The 2016 edition of Alaska’s famed Mt. Marathon race — the 89th running — will see a major change in scheduling for the first time in years.
Beginning next July 4 in Seward, the “Super Bowl of Mountain Running” will feature the men’s race prior to the women’s race. The men will start at 11 a.m. and the women at 2:30 p.m. Also, the junior race, which runs only halfway up the 3,022-foot peak and back, will start at 9 a.m., half an hour earlier than in past years.
Traditionally, the women’s race — which has been its own event since 1985 — has started at 11:15 a.m. while the men have taken off at 3 p.m. Due to the time of day, some have considered the men’s race as the “main event”. Last year, Anchorage television network KTVA broadcasted the men’s race live, but only showed highlights of the women’s event, and in the following days led to debate over equal coverage of the day’s events. With the men and women swapping spots every other year, it leaves both races with a chance to be featured in the prime time slot.
The Mount Marathon race committee explained on its website that, “the women’s competition is of equal value to the men’s. Alternating the start times each year will allow the women competitors to share in the main event status.”
Other factors that will help balance out the inequality include weather. On years that have seen sun and heat, the men have been at a disadvantage due to competing during the mid afternoon heat, instead of the cooler morning hours. On years that have seen clouds and rain, the women have been at a disadvantage due to slick, wet and muddy uphill trail conditions that have often dried out by the time the men hit the mountain. The women’s field has also typically helped to soften the downhill trail, consisting of loose shale, for the men’s race.
Additionally, the men’s field will no longer face the prospect each year of waiting for a mid afternoon start time to race, a reality that can rob competitive racers of fresh legs and leave them with additional nerves.
The first women entered the annual event — which traces its beginnings to a 1915 bar bet — in 1963, but it wasn’t until 22 years later that a separate female race was created.

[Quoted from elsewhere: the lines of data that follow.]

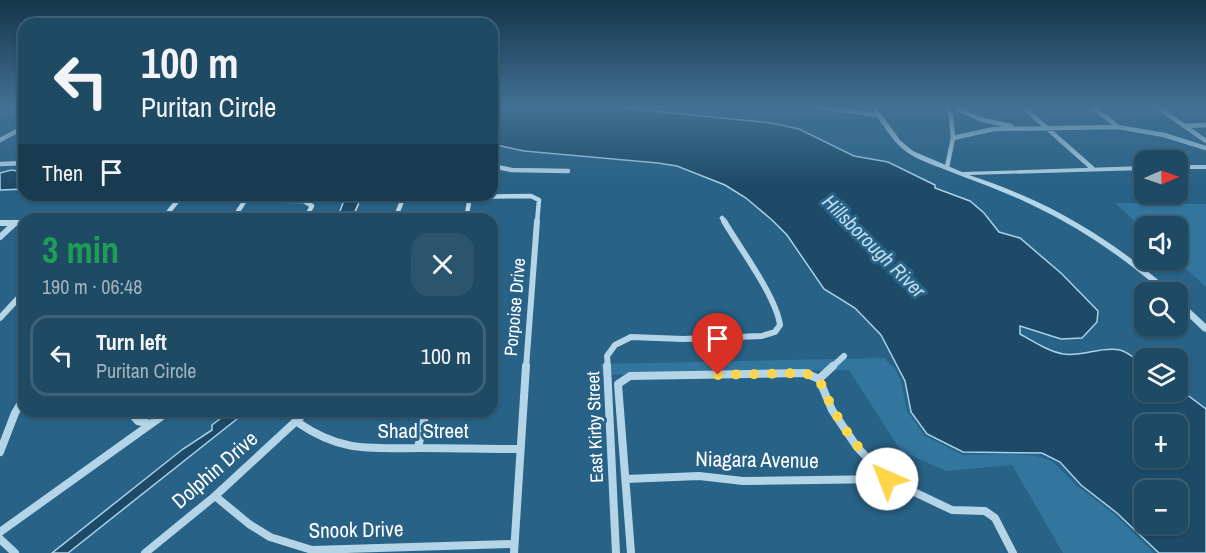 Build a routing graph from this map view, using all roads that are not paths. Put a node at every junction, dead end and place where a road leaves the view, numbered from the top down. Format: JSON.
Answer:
{"nodes":[{"id":1,"x":14,"y":133,"type":"edge"},
{"id":2,"x":892,"y":133,"type":"edge"},
{"id":3,"x":953,"y":133,"type":"edge"},
{"id":4,"x":977,"y":133,"type":"edge"},
{"id":5,"x":1052,"y":133,"type":"edge"},
{"id":6,"x":1151,"y":133,"type":"edge"},
{"id":7,"x":953,"y":138,"type":"junction"},
{"id":8,"x":0,"y":140,"type":"edge"},
{"id":9,"x":1206,"y":148,"type":"edge"},
{"id":10,"x":18,"y":164,"type":"edge"},
{"id":11,"x":0,"y":166,"type":"edge"},
{"id":12,"x":1206,"y":166,"type":"edge"},
{"id":13,"x":498,"y":167,"type":"edge"},
{"id":14,"x":947,"y":167,"type":"junction"},
{"id":15,"x":1188,"y":167,"type":"edge"},
{"id":16,"x":1092,"y":168,"type":"junction"},
{"id":17,"x":1134,"y":168,"type":"edge"},
{"id":18,"x":568,"y":171,"type":"dead end"},
{"id":19,"x":963,"y":173,"type":"junction"},
{"id":20,"x":498,"y":197,"type":"edge"},
{"id":21,"x":178,"y":201,"type":"joint"},
{"id":22,"x":304,"y":201,"type":"edge"},
{"id":23,"x":304,"y":201,"type":"edge"},
{"id":24,"x":244,"y":202,"type":"junction"},
{"id":25,"x":168,"y":213,"type":"edge"},
{"id":26,"x":237,"y":213,"type":"edge"},
{"id":27,"x":308,"y":213,"type":"edge"},
{"id":28,"x":722,"y":218,"type":"dead end"},
{"id":29,"x":0,"y":223,"type":"edge"},
{"id":30,"x":15,"y":223,"type":"joint"},
{"id":31,"x":0,"y":237,"type":"edge"},
{"id":32,"x":1155,"y":282,"type":"edge"},
{"id":33,"x":18,"y":298,"type":"edge"},
{"id":34,"x":1188,"y":312,"type":"edge"},
{"id":35,"x":0,"y":318,"type":"edge"},
{"id":36,"x":1206,"y":329,"type":"edge"},
{"id":37,"x":844,"y":356,"type":"dead end"},
{"id":38,"x":819,"y":379,"type":"junction"},
{"id":39,"x":18,"y":408,"type":"edge"},
{"id":40,"x":134,"y":417,"type":"edge"},
{"id":41,"x":160,"y":417,"type":"edge"},
{"id":42,"x":302,"y":417,"type":"edge"},
{"id":43,"x":425,"y":417,"type":"edge"},
{"id":44,"x":297,"y":422,"type":"junction"},
{"id":45,"x":150,"y":424,"type":"junction"},
{"id":46,"x":418,"y":448,"type":"junction"},
{"id":47,"x":519,"y":449,"type":"junction"},
{"id":48,"x":0,"y":452,"type":"edge"},
{"id":49,"x":626,"y":479,"type":"junction"},
{"id":50,"x":887,"y":479,"type":"junction"},
{"id":51,"x":214,"y":496,"type":"junction"},
{"id":52,"x":0,"y":532,"type":"edge"},
{"id":53,"x":0,"y":539,"type":"edge"},
{"id":54,"x":514,"y":548,"type":"edge"},
{"id":55,"x":15,"y":553,"type":"edge"},
{"id":56,"x":145,"y":553,"type":"edge"},
{"id":57,"x":616,"y":553,"type":"edge"},
{"id":58,"x":632,"y":553,"type":"edge"},
{"id":59,"x":1013,"y":553,"type":"edge"}],
"edges":[{"from":1,"to":8,"type":"street"},
{"from":2,"to":14,"type":"street"},
{"from":3,"to":7,"type":"street"},
{"from":4,"to":7,"type":"street"},
{"from":5,"to":16,"type":"street"},
{"from":6,"to":9,"type":"street"},
{"from":7,"to":14,"type":"street"},
{"from":10,"to":11,"type":"street"},
{"from":12,"to":15,"type":"street"},
{"from":13,"to":18,"type":"street"},
{"from":14,"to":19,"type":"street"},
{"from":16,"to":17,"type":"street"},
{"from":16,"to":19,"type":"street"},
{"from":19,"to":32,"type":"street"},
{"from":20,"to":47,"type":"street","name":"Porpoise Drive"},
{"from":21,"to":24,"type":"street"},
{"from":21,"to":25,"type":"street"},
{"from":22,"to":24,"type":"street"},
{"from":23,"to":27,"type":"street"},
{"from":24,"to":26,"type":"street"},
{"from":28,"to":57,"type":"street","name":"East Kirby Street"},
{"from":29,"to":30,"type":"street"},
{"from":30,"to":31,"type":"street"},
{"from":33,"to":35,"type":"street"},
{"from":34,"to":36,"type":"street"},
{"from":37,"to":38,"type":"street"},
{"from":38,"to":49,"type":"street"},
{"from":38,"to":50,"type":"street"},
{"from":39,"to":48,"type":"street"},
{"from":40,"to":45,"type":"street"},
{"from":41,"to":45,"type":"street"},
{"from":42,"to":44,"type":"street","name":"Dolphin Drive"},
{"from":43,"to":46,"type":"street"},
{"from":44,"to":46,"type":"street","name":"Shad Street"},
{"from":44,"to":51,"type":"street","name":"Dolphin Drive"},
{"from":45,"to":52,"type":"street"},
{"from":46,"to":47,"type":"street","name":"Shad Street"},
{"from":47,"to":54,"type":"street","name":"Porpoise Drive"},
{"from":49,"to":50,"type":"street","name":"Niagara Avenue"},
{"from":49,"to":58,"type":"street"},
{"from":50,"to":59,"type":"street"},
{"from":51,"to":54,"type":"street","name":"Snook Drive"},
{"from":51,"to":56,"type":"street","name":"Dolphin Drive"},
{"from":53,"to":55,"type":"street"}]} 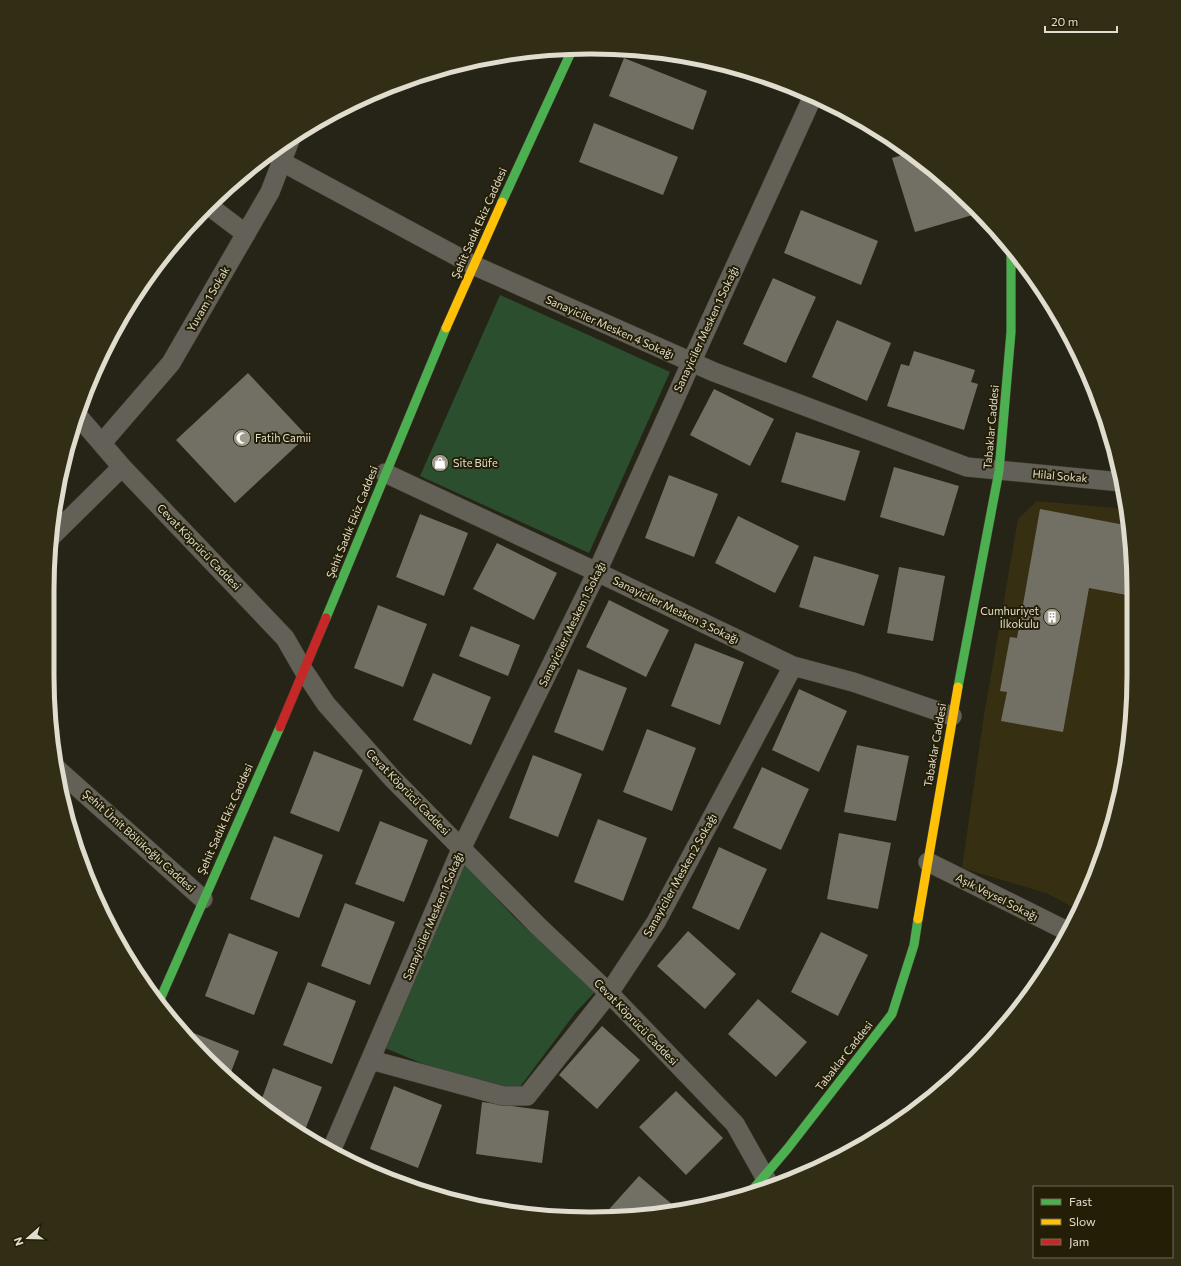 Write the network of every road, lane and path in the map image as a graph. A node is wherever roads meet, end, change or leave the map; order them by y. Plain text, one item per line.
1 (570, 55) edge
2 (811, 102) edge
3 (287, 148) edge
4 (282, 162) junction
5 (213, 209) edge
6 (246, 234) junction
7 (1011, 258) edge
8 (473, 265) junction
9 (691, 363) junction
10 (81, 420) edge
11 (102, 443) junction
12 (122, 467) junction
13 (999, 471) junction
14 (385, 473) junction
15 (1116, 482) edge
16 (58, 530) edge
17 (597, 572) junction
18 (793, 666) junction
19 (304, 672) junction
20 (952, 716) junction
21 (63, 774) edge
22 (462, 847) junction
23 (928, 862) junction
24 (204, 899) junction
25 (1063, 929) edge
26 (609, 993) junction
27 (161, 997) edge
28 (371, 1060) junction
29 (333, 1146) edge
30 (768, 1182) edge

1 - 8 street, Şehit Sadık Ekiz Caddesi
2 - 9 street, Sanayiciler Mesken 1 Sokağı
3 - 4 street, Yuvam 1 Sokak
4 - 6 street, Yuvam 1 Sokak
4 - 8 street, Sanayiciler Mesken 4 Sokağı
5 - 6 street
6 - 11 street, Yuvam 1 Sokak
7 - 13 street, Tabaklar Caddesi
8 - 9 street, Sanayiciler Mesken 4 Sokağı
8 - 14 street, Şehit Sadık Ekiz Caddesi
9 - 13 street, Sanayiciler Mesken 4 Sokağı
9 - 17 street, Sanayiciler Mesken 1 Sokağı
10 - 11 street, Cevat Köprücü Caddesi
11 - 12 street, Cevat Köprücü Caddesi
12 - 16 street
12 - 19 street, Cevat Köprücü Caddesi
13 - 15 street, Hilal Sokak
13 - 20 street, Tabaklar Caddesi
14 - 17 street, Sanayiciler Mesken 3 Sokağı
14 - 19 street, Şehit Sadık Ekiz Caddesi
17 - 18 street, Sanayiciler Mesken 3 Sokağı
17 - 22 street, Sanayiciler Mesken 1 Sokağı
18 - 20 street, Sanayiciler Mesken 3 Sokağı
18 - 26 street, Sanayiciler Mesken 2 Sokağı
19 - 22 street, Cevat Köprücü Caddesi
19 - 24 street, Şehit Sadık Ekiz Caddesi
20 - 23 street, Tabaklar Caddesi
21 - 24 street, Şehit Ümit Bölükoğlu Caddesi
22 - 26 street, Cevat Köprücü Caddesi
22 - 28 street, Sanayiciler Mesken 1 Sokağı
23 - 25 street, Aşık Veysel Sokağı
23 - 30 street, Tabaklar Caddesi
24 - 27 street, Şehit Sadık Ekiz Caddesi
26 - 28 street, Sanayiciler Mesken 2 Sokağı
26 - 30 street, Cevat Köprücü Caddesi
28 - 29 street, Sanayiciler Mesken 1 Sokağı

Last year, both men’s and women’s course records fell in astonishing fashion as a pair of Outsiders captured victory. Spanish mountain runner Kilian Jornet won the men’s race with a record time of 41 minutes, 48 seconds, while Swedish racer Emelie Forsberg lopped off an incredible 2:42 from the previous mark to win the women’s race in 47:48. Soldotna runner and six-time junior girls winner Allie Ostrander finished second in her senior debut and also dipped under the previous women’s course record by two seconds with a time of 50:28.